Fiche du document numéro 33252

Num
33252
Date
Wednesday March 22, 1995
Amj
Taille
15266
Titre
Hutus flee clashes in Bujumbura
Lieu cité
Lieu cité
Lieu cité
Lieu cité
Mot-clé
Mot-clé
Source
AFP
Fonds d'archives
Type
Dépêche d'agence
Langue
EN
Citation
BUJUMBURA, March 22 (AFP) - Dozens of Hutus fled the working-class Bwiza neighbourhood of Bujumbura on Wednesday as soldiers of the Tutsi-dominated army patrolled the streets after murderous clashes.

The Hutus, carrying beds, mattresses, and cooking pots on their heads, tried to enter the adjacent neighbourhood of Buyenzi, but its mixed residents repelled them, fearing for their lives.

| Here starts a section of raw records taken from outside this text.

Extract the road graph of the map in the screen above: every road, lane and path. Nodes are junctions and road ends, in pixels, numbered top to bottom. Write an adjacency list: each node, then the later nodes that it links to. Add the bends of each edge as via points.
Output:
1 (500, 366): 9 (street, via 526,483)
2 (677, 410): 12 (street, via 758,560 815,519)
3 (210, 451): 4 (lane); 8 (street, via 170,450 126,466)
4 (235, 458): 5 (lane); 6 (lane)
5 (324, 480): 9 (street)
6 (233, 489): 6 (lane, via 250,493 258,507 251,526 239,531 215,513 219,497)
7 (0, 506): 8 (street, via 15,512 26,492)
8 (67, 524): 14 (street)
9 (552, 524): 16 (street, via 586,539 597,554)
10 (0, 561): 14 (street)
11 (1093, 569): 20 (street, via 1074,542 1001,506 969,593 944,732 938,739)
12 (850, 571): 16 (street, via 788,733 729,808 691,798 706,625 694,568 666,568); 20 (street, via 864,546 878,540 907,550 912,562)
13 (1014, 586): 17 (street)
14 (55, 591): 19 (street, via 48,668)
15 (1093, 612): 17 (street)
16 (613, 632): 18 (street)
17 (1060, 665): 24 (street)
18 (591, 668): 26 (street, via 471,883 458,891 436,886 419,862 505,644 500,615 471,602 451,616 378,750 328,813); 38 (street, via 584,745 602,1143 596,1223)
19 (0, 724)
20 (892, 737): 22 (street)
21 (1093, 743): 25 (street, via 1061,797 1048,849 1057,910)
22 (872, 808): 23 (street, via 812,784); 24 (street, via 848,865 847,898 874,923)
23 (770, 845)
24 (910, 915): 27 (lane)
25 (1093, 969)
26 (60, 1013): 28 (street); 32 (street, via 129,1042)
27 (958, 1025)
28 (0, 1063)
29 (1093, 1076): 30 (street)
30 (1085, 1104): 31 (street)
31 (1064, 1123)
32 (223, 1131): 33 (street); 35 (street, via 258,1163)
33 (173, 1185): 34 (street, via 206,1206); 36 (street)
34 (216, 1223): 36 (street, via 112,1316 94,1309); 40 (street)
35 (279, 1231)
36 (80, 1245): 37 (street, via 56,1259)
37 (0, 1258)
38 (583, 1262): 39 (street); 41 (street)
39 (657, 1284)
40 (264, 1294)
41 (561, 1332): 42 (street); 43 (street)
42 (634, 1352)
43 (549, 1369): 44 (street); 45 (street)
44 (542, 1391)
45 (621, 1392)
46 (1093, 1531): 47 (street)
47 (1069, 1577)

Most then set off for Kanyosha, in the south of the capital -- a long trek.

Clashes between Hutus and Tutsis which erupted Monday continued in Bwiza overnight Tuesday, with the state-owned radio Wednesday reporting four people wounded by gunfire and grenades.

Bursts of automatic fire rang out around the start of the nightly curfew at 7:00 p.m. (1700 GMT), then gunfire and grenade explosions could be heard in the middle of the night. The dusk-to-dawn curfew, imposed in December after similar clashes, ends at 6:00 a.m.

The radio reported one house burned down.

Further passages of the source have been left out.